Data to examine below:
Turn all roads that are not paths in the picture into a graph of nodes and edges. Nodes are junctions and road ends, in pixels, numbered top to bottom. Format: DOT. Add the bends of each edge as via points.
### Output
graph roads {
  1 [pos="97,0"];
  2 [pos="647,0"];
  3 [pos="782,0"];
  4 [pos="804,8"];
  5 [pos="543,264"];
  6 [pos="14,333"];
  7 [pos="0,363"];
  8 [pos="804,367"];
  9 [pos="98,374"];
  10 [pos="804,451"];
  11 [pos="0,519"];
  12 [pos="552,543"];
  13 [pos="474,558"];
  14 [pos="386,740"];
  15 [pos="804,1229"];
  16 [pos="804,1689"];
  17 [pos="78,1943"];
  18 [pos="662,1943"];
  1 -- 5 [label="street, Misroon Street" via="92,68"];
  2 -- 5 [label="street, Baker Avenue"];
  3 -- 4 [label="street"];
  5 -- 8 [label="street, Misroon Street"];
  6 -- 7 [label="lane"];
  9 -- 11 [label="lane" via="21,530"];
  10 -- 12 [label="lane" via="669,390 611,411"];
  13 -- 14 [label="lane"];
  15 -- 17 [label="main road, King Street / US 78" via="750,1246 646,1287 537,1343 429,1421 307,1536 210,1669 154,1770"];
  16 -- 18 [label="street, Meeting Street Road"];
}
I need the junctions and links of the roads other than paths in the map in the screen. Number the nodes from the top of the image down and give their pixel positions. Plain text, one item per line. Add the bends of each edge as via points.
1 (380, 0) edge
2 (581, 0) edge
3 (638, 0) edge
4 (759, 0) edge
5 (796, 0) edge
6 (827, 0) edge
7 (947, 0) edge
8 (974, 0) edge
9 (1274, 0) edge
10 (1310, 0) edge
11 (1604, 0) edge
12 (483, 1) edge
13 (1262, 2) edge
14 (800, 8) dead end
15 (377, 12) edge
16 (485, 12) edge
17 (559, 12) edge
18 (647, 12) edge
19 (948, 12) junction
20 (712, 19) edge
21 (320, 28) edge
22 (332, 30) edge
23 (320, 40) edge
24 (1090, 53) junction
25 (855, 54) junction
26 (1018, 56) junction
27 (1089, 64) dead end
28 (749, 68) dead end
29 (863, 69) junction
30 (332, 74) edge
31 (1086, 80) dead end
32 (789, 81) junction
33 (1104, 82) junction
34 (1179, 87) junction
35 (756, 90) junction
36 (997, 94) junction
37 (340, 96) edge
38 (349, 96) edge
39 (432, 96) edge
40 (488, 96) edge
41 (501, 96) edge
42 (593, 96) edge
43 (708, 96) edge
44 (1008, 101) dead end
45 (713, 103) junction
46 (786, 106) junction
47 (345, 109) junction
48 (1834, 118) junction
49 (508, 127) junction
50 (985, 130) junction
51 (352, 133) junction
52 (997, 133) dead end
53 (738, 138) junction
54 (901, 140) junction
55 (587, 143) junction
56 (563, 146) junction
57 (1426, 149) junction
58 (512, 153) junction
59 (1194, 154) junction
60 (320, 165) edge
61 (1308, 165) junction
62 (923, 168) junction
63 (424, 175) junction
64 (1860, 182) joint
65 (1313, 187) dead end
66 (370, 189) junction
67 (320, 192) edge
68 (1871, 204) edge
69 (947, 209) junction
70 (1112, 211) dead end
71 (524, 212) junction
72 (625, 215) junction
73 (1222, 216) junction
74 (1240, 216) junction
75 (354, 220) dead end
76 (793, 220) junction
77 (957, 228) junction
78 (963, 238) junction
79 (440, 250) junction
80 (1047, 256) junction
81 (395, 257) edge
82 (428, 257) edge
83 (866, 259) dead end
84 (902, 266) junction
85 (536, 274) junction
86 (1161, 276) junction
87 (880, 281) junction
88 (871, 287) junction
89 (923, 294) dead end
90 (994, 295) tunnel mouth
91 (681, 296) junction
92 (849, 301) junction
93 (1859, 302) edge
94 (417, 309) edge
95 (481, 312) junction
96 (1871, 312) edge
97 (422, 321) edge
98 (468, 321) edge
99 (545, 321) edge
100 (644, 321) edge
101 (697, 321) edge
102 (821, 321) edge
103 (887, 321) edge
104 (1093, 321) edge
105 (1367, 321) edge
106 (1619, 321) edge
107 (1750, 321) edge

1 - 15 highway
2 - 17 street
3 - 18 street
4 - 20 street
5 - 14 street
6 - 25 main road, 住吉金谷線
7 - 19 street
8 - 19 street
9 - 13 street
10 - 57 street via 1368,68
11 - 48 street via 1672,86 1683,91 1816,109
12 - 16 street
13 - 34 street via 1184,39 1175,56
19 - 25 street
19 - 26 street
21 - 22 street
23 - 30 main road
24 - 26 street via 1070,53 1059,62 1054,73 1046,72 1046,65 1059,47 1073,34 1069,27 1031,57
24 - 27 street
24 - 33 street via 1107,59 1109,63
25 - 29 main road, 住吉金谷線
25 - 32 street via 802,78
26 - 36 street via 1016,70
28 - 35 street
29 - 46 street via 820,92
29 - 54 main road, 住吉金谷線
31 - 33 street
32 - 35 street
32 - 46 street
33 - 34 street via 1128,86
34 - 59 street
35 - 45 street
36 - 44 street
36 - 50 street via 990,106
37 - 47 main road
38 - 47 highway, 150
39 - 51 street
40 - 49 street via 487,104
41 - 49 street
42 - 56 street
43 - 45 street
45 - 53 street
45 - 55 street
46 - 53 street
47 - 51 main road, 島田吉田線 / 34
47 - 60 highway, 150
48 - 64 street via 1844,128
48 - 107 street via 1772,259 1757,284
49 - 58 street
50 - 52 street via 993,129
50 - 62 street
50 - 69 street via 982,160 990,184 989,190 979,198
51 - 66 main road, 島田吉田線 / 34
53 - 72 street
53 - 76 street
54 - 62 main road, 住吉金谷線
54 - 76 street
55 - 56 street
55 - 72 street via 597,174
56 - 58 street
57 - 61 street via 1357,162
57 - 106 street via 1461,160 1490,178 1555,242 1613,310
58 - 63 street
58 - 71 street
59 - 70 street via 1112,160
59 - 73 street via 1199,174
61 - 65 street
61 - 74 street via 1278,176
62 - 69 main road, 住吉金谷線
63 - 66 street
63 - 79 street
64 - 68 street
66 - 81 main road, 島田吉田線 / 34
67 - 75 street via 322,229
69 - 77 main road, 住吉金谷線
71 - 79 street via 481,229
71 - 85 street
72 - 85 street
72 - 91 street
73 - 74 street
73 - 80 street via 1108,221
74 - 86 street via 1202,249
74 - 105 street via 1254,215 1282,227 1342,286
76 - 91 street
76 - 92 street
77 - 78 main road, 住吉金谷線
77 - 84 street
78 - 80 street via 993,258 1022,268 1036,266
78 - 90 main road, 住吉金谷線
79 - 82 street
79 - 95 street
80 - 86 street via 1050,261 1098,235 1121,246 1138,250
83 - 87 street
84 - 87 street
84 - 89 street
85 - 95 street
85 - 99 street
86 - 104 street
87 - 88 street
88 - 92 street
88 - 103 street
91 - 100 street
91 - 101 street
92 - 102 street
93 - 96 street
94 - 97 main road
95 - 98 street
End of Data to examine.
■ Exercise instructions:
Give the number of lines in the listing that contain the string "島田吉田線". Write nothing else.

■ Your response:
3